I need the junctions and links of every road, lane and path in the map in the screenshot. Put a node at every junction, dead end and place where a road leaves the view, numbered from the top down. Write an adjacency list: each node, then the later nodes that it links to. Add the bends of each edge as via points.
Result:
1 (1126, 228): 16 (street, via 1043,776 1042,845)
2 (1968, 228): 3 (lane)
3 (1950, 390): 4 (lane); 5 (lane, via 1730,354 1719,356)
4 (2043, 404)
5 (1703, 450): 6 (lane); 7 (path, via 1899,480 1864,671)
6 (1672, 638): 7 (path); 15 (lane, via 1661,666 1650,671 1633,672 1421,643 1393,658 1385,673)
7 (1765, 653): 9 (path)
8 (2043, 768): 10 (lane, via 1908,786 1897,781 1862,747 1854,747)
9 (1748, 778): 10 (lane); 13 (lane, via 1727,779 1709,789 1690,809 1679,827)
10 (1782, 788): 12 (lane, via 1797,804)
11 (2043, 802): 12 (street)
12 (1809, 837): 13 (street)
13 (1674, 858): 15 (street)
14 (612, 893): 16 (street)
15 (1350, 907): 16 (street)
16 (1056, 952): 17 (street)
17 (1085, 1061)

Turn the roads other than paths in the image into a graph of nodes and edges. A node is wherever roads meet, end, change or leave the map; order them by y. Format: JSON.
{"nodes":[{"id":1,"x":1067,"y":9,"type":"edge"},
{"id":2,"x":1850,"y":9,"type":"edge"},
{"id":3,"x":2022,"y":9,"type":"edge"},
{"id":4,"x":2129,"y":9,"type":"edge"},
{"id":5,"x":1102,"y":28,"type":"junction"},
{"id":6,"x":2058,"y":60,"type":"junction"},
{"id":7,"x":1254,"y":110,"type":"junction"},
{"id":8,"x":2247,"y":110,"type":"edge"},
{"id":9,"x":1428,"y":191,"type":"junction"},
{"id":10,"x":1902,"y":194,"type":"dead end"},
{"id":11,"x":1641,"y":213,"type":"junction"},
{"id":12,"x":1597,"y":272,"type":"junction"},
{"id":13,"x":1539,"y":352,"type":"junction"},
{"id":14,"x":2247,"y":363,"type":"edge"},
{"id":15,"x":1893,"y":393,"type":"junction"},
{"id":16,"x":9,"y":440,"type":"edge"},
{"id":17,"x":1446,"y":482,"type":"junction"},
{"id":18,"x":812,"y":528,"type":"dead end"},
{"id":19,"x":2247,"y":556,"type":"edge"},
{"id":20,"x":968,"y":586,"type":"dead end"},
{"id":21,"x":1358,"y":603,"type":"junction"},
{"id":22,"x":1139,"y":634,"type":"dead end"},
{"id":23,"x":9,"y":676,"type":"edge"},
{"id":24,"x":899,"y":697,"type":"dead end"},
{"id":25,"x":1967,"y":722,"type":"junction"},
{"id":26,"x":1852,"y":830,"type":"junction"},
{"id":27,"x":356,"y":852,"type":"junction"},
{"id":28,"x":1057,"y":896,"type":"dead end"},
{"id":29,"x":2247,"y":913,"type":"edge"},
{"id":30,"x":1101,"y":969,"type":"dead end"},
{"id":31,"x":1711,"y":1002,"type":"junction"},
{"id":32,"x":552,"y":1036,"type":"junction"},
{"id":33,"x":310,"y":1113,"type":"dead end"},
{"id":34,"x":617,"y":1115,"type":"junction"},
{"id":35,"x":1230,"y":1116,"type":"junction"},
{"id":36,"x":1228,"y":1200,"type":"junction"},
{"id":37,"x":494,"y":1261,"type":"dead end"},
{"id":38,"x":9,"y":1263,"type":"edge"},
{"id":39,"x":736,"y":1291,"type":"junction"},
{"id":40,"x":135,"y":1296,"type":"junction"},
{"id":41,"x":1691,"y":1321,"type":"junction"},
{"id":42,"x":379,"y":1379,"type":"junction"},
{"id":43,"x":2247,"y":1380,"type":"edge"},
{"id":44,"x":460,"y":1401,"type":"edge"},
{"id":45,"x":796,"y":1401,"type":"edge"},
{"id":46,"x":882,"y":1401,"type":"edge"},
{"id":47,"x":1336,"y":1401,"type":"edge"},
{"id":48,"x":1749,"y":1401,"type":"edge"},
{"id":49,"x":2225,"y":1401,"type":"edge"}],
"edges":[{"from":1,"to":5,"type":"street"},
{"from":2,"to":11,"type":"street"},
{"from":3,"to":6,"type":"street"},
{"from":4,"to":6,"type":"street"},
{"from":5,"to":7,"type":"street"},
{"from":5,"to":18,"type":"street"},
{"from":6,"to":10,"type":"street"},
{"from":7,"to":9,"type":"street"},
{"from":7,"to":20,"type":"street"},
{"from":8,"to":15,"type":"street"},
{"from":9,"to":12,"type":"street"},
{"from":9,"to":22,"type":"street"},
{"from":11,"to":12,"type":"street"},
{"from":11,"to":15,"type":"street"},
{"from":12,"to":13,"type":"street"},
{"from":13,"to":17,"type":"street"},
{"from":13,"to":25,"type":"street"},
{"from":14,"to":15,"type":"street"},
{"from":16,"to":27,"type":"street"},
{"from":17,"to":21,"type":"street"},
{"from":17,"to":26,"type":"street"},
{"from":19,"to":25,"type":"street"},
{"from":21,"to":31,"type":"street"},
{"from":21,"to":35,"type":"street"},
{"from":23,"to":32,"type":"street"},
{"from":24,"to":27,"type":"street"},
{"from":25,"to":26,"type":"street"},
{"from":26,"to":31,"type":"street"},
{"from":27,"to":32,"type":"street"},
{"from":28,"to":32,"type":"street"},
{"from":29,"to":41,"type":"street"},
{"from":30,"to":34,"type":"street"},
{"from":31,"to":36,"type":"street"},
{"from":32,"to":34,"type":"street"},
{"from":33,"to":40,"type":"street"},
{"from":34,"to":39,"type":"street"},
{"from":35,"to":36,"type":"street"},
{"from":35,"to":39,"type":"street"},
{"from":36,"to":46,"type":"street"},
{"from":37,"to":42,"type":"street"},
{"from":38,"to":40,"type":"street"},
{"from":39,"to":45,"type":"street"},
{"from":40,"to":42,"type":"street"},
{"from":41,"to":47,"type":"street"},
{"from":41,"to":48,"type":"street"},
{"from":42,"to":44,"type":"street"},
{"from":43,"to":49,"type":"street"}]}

Assignment:
Each line of the listing that holds the string "lane" counts once; state how many there are, with nothing added.

Task output:
8